Собрав все свои силы в жару и пламени, я попытался ответить так же спокойно:

– Это не может быть волей Бога. Это воля человека – и это не одно и то же. – В этот момент загорелись волосы, а кожа начала истекать жиром. – Чего еще ты хочешь от меня?!

– Если это воля человека, – произнес голос, – а ты человек, значит, это твоя воля?

– Это не моя воля, – простонал я. – Человек человеку дьявол. Я давно это понял.

– И это все, что ты понял?

Боль от сгорающей кожи стала невыносимой.

– Я… я понял, что во всем есть темная и светлая сторона. Даже добрый человек не может сделать мир лучше для всех. Даже если все мужчины и женщины на Земле будут добры друг к другу, это продлится недолго. Это будет лишь момент, и момент совершенства пройдет быстро, как стрелка на часах проходит свой путь. И человечество вновь двинется к раздору и войне.

Я чувствовал себя очень странно – я лежал на полу, в дыму и пламени. Я видел, что руки мои охвачены огнем, но не чувствовал их. Я не мог пошевелиться.

– Что еще ты понял?

– Что людям отпущена ограниченная способность испытывать счастье и страдание. Если сделать их жизнь более роскошной и избавить их от боли, они найдут другие способы для страданий. А если сделать их несчастными, они научатся находить радость в мелочах.

– Говори еще…

– Я больше ничего не знаю…

– Ты знаешь тайну жизни. Ты познал ее, когда девушка отдала тебе что-то твое.

Девушка? Селия? Роза? Потом я вспомнил:

– Даже если весь мир станет дурным и все будут охвачены злом, даже один добрый поступок вернет мне веру в человечество.

– Твои шесть дней истекли, – произнес голос. – Хочешь ли ты пожелать что-нибудь, прежде чем предстанешь перед высшим судом?

Я посмотрел на горящие тела в охваченной огнем комнате.

– Я… я хотел бы помочь людям. Я хотел помогать, но так и не смог. Я был слабым, невежественным и бесполезным. Единственное доброе, что случалось в моей жизни, было добро, сделанное мне другими людьми.
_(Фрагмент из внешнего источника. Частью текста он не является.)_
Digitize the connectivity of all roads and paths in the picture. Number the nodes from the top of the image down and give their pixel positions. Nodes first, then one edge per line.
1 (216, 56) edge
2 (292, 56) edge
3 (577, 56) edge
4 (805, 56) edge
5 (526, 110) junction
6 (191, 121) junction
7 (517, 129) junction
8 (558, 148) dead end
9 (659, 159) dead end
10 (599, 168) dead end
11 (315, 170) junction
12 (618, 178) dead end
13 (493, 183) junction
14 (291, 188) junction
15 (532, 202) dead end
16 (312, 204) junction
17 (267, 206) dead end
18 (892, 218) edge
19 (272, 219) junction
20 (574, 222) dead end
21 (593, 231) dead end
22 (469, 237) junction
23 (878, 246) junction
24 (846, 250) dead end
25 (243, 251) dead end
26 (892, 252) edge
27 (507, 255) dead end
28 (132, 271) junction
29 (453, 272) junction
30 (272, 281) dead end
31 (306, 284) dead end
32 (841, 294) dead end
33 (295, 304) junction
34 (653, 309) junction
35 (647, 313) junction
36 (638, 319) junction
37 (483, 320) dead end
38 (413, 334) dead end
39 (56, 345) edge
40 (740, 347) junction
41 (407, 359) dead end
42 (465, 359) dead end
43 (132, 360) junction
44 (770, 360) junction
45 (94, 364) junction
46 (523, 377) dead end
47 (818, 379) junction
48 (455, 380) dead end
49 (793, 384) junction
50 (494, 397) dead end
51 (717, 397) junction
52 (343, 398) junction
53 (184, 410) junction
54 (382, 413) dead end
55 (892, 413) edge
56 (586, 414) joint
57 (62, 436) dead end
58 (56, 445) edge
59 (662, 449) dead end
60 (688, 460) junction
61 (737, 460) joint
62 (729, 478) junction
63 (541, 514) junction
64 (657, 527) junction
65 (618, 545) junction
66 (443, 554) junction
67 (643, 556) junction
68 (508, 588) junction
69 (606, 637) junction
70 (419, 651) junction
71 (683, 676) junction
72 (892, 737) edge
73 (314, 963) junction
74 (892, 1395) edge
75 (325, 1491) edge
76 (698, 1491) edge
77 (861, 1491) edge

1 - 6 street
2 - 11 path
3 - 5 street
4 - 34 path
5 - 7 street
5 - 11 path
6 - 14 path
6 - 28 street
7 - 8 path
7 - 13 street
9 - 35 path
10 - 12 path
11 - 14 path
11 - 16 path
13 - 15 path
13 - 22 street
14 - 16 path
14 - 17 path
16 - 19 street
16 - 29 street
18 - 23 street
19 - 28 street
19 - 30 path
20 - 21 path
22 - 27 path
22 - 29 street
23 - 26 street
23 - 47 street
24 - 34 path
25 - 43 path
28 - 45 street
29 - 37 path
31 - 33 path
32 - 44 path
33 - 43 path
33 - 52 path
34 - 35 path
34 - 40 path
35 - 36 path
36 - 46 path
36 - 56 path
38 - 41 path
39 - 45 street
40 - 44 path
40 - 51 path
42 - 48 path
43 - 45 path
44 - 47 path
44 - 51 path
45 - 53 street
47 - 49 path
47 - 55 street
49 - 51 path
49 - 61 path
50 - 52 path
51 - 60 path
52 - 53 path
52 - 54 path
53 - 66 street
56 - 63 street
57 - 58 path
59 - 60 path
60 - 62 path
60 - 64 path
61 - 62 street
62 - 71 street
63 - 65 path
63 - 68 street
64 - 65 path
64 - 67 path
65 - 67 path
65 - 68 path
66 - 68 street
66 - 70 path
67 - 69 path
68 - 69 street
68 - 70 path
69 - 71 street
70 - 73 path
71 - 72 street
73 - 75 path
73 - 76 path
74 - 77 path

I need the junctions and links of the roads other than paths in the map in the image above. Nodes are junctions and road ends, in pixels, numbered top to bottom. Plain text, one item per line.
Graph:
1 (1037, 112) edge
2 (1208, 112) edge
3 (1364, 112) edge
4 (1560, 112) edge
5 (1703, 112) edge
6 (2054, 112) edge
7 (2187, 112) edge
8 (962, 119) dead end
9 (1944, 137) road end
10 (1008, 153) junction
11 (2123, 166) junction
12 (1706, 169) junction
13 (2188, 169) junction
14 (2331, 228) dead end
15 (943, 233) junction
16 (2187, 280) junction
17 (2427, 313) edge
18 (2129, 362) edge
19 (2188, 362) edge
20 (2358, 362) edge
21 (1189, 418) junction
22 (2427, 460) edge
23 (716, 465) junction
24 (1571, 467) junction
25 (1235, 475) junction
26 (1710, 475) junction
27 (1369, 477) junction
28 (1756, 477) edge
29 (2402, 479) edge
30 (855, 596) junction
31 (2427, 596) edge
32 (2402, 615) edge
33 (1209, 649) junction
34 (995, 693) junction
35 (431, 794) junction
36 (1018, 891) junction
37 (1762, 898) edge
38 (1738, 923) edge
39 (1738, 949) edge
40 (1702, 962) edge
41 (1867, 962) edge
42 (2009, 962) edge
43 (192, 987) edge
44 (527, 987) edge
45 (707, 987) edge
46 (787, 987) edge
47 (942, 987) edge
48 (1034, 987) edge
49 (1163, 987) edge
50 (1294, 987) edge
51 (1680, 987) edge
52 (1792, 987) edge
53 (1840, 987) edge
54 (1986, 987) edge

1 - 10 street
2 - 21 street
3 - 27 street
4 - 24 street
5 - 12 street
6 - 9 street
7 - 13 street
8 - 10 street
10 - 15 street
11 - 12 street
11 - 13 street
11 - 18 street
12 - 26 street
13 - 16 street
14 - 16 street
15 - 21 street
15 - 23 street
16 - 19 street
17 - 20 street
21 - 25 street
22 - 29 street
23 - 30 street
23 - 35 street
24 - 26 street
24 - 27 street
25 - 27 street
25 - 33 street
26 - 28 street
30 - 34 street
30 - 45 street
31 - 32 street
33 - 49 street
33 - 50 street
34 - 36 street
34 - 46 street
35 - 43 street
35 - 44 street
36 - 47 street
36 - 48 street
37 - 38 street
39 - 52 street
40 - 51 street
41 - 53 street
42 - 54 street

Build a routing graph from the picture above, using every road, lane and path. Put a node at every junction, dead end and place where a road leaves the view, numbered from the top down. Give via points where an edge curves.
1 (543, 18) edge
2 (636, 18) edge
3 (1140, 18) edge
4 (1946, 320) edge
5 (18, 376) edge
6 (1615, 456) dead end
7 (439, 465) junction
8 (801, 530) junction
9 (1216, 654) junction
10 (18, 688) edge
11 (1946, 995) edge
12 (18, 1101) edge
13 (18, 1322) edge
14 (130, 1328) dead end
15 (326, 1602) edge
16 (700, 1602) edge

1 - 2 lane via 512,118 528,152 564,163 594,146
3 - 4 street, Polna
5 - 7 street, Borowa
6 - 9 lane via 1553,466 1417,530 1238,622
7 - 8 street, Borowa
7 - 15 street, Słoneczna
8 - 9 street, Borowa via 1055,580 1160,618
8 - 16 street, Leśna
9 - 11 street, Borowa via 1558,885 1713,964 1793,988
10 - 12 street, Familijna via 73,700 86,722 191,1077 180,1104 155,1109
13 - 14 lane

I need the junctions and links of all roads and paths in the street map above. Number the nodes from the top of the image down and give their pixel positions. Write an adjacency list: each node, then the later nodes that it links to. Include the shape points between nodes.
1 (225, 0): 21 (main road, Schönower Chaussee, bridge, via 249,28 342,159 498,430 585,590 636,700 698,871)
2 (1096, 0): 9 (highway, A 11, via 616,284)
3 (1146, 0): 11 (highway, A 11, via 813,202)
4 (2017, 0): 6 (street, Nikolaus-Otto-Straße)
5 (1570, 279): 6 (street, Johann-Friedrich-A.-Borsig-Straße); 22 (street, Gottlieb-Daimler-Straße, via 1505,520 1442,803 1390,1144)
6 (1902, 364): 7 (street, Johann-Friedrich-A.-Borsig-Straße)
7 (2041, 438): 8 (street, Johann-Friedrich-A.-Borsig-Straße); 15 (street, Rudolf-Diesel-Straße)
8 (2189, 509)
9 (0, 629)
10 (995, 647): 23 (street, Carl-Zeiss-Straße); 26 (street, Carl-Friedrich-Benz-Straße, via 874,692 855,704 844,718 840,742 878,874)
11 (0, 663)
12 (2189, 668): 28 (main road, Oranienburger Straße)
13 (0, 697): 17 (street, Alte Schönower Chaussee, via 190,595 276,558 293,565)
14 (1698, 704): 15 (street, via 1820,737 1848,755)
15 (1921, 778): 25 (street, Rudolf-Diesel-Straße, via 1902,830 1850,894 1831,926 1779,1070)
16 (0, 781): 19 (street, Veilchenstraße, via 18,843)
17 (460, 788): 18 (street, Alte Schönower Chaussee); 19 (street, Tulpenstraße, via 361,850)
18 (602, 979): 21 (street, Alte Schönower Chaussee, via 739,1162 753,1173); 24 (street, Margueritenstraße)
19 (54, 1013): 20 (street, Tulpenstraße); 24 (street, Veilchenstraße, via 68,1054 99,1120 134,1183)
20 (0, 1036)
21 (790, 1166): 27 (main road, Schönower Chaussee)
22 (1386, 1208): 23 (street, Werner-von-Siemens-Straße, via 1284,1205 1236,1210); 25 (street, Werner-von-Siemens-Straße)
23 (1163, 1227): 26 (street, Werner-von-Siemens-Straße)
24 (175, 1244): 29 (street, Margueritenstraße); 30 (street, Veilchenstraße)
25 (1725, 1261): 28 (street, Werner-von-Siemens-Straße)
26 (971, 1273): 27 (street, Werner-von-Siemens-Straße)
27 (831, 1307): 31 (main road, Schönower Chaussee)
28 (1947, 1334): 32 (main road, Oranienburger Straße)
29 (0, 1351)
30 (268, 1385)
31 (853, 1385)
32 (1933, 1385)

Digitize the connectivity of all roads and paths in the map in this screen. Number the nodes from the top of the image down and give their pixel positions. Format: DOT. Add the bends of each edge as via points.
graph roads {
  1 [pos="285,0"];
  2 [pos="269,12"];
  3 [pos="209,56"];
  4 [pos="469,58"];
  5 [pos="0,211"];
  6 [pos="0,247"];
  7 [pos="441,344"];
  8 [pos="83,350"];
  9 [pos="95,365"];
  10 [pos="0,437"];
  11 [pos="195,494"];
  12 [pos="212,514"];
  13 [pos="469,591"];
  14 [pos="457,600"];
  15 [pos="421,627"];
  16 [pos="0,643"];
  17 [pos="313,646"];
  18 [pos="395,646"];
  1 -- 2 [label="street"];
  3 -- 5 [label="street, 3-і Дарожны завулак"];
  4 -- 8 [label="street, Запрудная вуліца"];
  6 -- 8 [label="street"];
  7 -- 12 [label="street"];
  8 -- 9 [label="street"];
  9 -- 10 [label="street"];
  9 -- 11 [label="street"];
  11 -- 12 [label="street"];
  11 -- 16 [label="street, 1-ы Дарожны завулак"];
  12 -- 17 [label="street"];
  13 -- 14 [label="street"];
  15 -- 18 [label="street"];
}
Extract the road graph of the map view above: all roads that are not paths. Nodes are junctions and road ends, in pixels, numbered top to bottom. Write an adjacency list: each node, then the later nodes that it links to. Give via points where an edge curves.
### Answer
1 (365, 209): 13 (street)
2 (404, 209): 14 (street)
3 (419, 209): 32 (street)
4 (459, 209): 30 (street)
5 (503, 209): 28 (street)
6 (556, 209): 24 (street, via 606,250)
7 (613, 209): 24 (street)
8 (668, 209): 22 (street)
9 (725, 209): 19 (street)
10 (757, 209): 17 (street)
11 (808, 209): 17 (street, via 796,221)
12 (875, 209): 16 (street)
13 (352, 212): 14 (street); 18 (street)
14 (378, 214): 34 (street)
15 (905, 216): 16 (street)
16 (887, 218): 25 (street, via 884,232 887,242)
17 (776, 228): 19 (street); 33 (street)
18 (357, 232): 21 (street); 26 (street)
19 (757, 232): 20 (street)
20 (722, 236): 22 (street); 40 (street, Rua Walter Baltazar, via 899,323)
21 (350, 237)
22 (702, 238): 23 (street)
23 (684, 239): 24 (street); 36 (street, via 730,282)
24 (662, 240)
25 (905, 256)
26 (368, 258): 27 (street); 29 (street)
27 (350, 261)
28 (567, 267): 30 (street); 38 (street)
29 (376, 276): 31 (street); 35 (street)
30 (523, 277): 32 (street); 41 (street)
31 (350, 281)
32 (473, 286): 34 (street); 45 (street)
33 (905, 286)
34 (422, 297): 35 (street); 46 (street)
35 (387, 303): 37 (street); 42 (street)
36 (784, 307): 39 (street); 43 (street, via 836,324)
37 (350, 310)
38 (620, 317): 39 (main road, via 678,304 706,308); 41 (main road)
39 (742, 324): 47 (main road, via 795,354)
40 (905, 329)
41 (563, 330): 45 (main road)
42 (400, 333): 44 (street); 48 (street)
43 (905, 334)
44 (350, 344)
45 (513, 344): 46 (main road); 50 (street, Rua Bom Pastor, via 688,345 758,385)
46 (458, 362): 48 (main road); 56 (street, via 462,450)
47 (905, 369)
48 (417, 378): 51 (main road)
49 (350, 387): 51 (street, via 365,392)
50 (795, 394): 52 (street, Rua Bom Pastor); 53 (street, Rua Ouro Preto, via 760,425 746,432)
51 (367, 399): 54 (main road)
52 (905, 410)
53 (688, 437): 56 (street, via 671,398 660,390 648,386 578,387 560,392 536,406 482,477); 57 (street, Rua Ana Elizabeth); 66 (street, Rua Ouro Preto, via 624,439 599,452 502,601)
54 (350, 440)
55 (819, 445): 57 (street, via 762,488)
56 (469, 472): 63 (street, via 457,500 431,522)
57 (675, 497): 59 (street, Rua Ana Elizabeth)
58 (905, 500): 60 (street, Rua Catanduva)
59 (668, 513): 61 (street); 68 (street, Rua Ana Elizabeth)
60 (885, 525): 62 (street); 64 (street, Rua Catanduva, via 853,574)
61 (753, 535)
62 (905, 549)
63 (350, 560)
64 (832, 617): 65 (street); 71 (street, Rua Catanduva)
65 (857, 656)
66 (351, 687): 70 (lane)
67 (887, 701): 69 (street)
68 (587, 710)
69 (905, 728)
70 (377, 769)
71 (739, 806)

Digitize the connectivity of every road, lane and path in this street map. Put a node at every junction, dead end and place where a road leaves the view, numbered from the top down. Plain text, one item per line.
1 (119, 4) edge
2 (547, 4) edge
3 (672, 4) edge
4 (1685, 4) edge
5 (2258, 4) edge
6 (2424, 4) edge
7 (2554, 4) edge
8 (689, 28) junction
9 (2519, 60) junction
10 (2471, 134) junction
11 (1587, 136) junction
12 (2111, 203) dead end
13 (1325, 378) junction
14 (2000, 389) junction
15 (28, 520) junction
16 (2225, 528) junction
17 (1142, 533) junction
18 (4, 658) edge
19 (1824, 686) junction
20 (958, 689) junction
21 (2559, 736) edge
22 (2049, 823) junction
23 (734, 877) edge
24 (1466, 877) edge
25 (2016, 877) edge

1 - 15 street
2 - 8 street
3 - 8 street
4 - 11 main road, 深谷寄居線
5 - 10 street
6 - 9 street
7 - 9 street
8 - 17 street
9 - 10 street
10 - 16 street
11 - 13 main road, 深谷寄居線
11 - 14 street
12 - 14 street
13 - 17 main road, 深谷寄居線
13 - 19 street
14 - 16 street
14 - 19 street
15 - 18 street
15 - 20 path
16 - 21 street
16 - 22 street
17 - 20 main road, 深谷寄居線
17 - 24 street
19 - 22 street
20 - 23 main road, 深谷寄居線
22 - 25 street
– Встань, Джон, – произнес голос.

Я медленно поднялся. Это было легко. Боли я не испытывал. Я закрыл глаза.

– Скажи Богу то, что только что сказал мне.

– Богу?

– Да, Богу.

– Господь Бог всемогущий, Создатель земли и неба, я так хотел помогать другим, но оказался недостойной тварью. Ты знаешь, что мне это так и не удалось. Единственным добром в моей жизни было добро, сделанное мне другими. Мне так жаль. Ибо я знаю, что недостаточно всего лишь не грешить. Я должен был совершить поистине добрый поступок. Забери же меня сейчас – навсегда забери мою душу. Но, молю тебя, выслушай меня, ибо прошу я за своего брата, Уильяма. Он не всегда был чист и целомудрен. Он ел красное мясо в постные дни и часто не ходил в церковь. Но он был верен нам, самому себе и всем, кого любил. И не забудь душу доброй моей жены, Кэтрин, которая всегда любила меня, с самого первого дня, когда она танцевала для меня. Без нее я был бы самым несчастным и одиноким мужчиной на земле.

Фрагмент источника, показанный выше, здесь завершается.